Luxury hearses, colorful coffins and urns of every design are for sale. But inside the Greater Richmond Convention Center, the vendors bustling with business are the ones who wield measuring tapes on living clients.
More than 1,200 directors, morticians, embalmers and exhibitors were downtown for the National Funeral Directors & Morticians Association’s annual conference, and sartorial choices were a serious business.
“The morticians, they love to dress well,” says Hank Battie, president of Cravats’ Custom Clothiers & Haberdashery of Sarasota, Florida.
“These guys are all over the place in their style,” he says. “They’re in suits, but it’s not your basic navy blues and grays, white shirts and conservative tie. It’s stylish and urban, not corporate.”
Battie says he’s been in the menswear industry for 46 years, and the five funeral conventions he attends each year account for much of his business.
Michael Sahi of Michael’s Custom Clothes is a wardrobe consultant in California. “There’s two kinds of people in this conference,” he says. “One is really out there: four-button, five-button suits, tab on the pants, pleats on the shoulders, cufflinks.”
He credits the style to actor Cary Grant, but mentions comedian Steve Harvey as popularizing the look more recently.
“The other client is extremely fitted, high-water pants, tapered jackets,” Sahi says. “The latter is more modern, but you need to be 5-10, 5-11, 170 pounds to look good in that.”
This is Sahi’s 12th funeral directors conference, and he says he’s barely had a moment without a client.

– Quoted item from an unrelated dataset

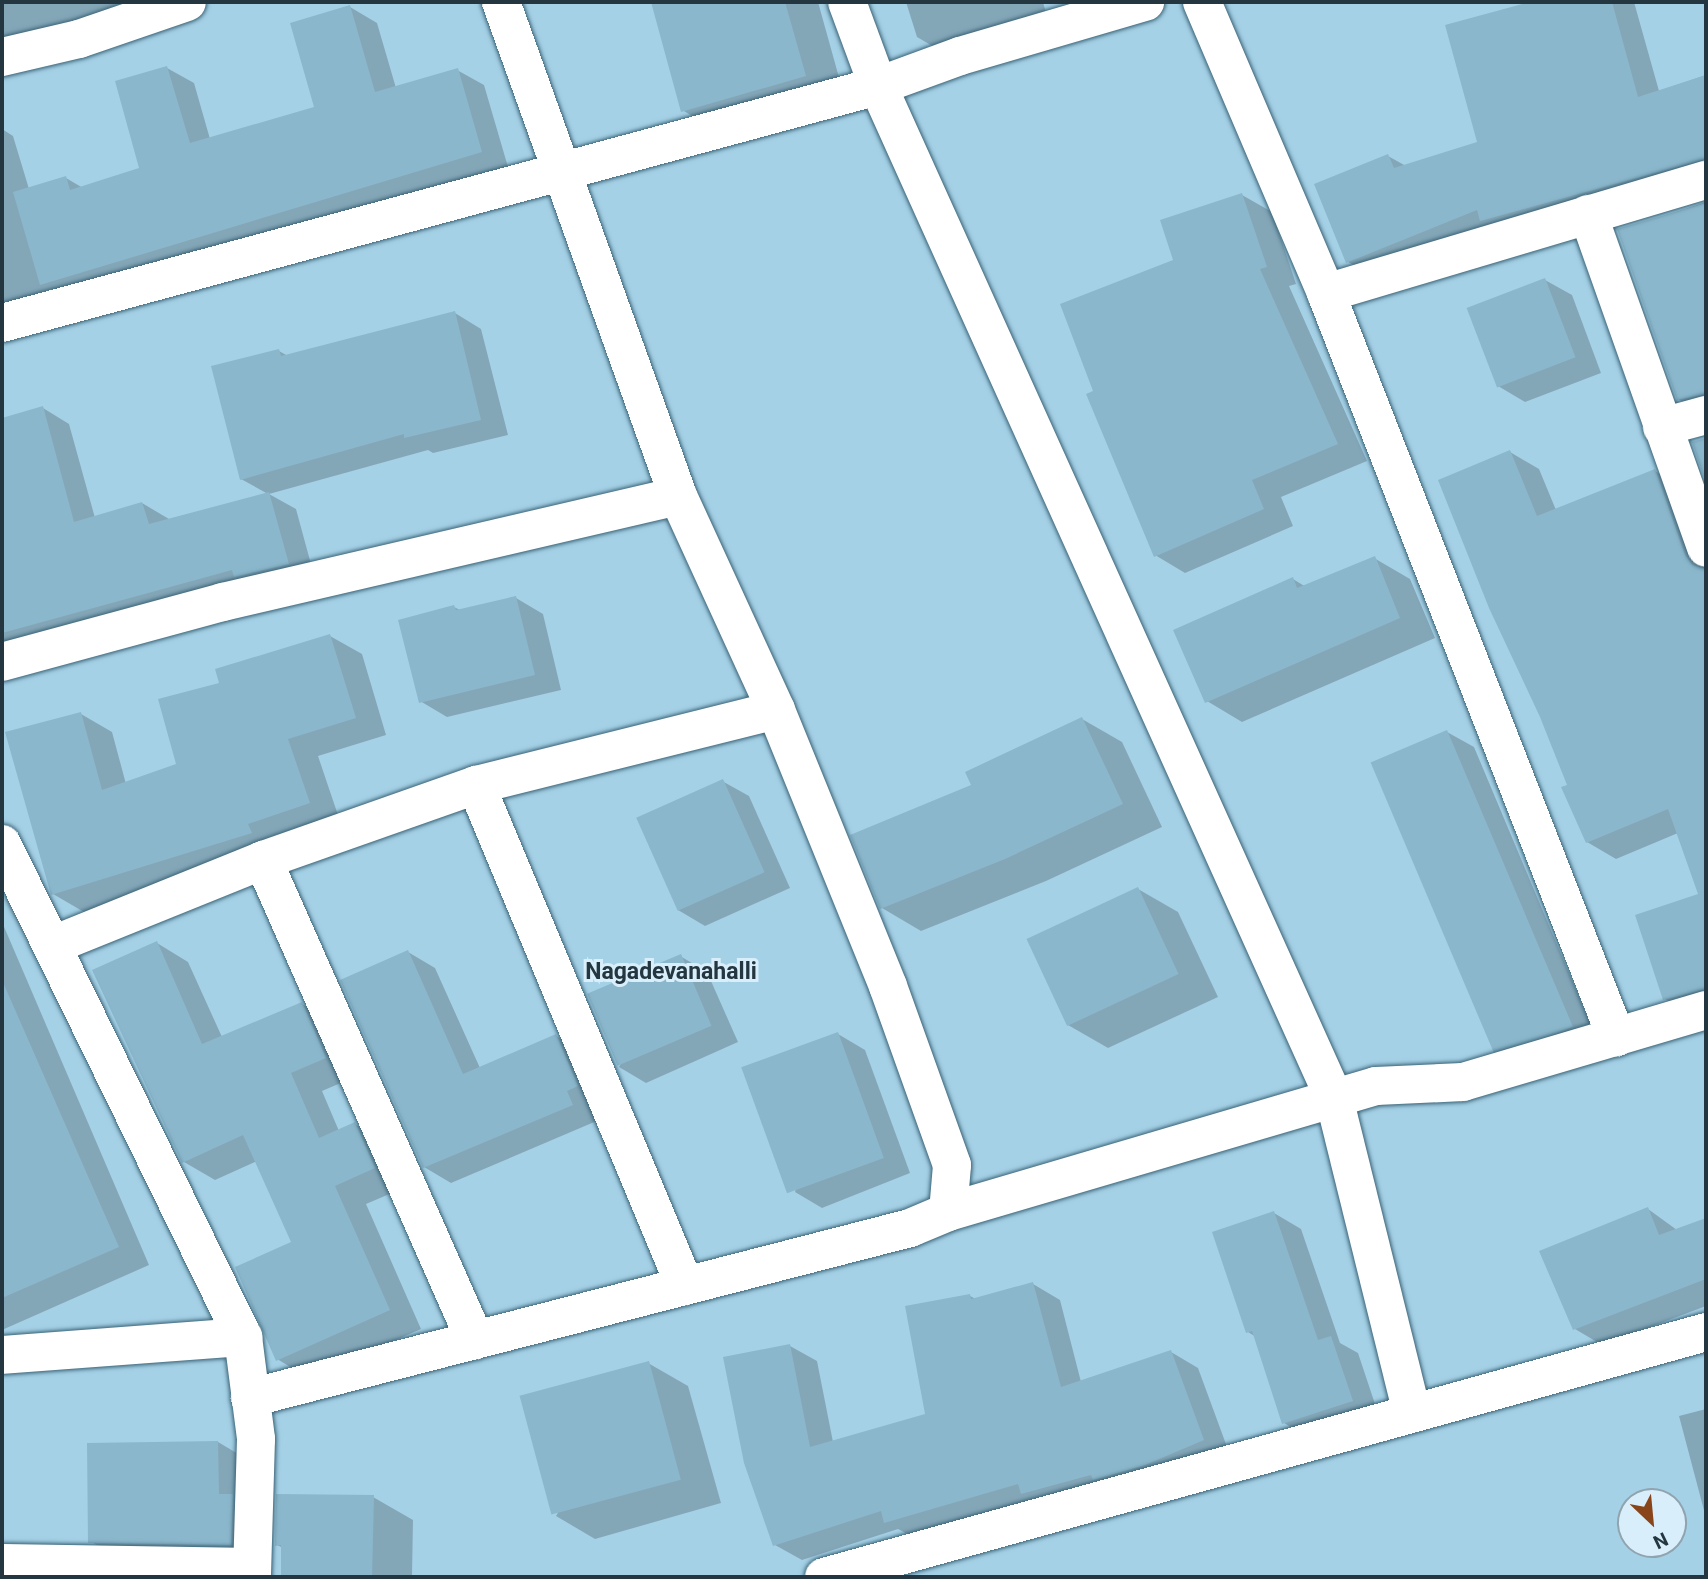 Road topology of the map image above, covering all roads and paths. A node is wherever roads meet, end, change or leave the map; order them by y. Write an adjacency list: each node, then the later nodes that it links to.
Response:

Not all booths cater to the living. Anthony Williams has a line of burial gowns, Milly Smith, named after a cousin who died.
“When I looked at the market for burial dresses, I was like, ‘Oh god, no,’” he says. “A lot of the pre-existing dresses are old and antiquated, so I created a line of dresses that were modern and chic and speak to today’s woman.”
This is his first convention. “I come from a generation that doesn’t believe we’re going to die. So we have no level of preparation,” says Williams, who appeared on the seventh season of “Project Runway.”
His long, white gowns have such names as the Whitney and the Audrey. “I wanted to maintain that classic vintage feel,” Williams says. “Sometimes when people are bereaved, it’s difficult to select what a person’s going to wear. My product takes some of the weight off.”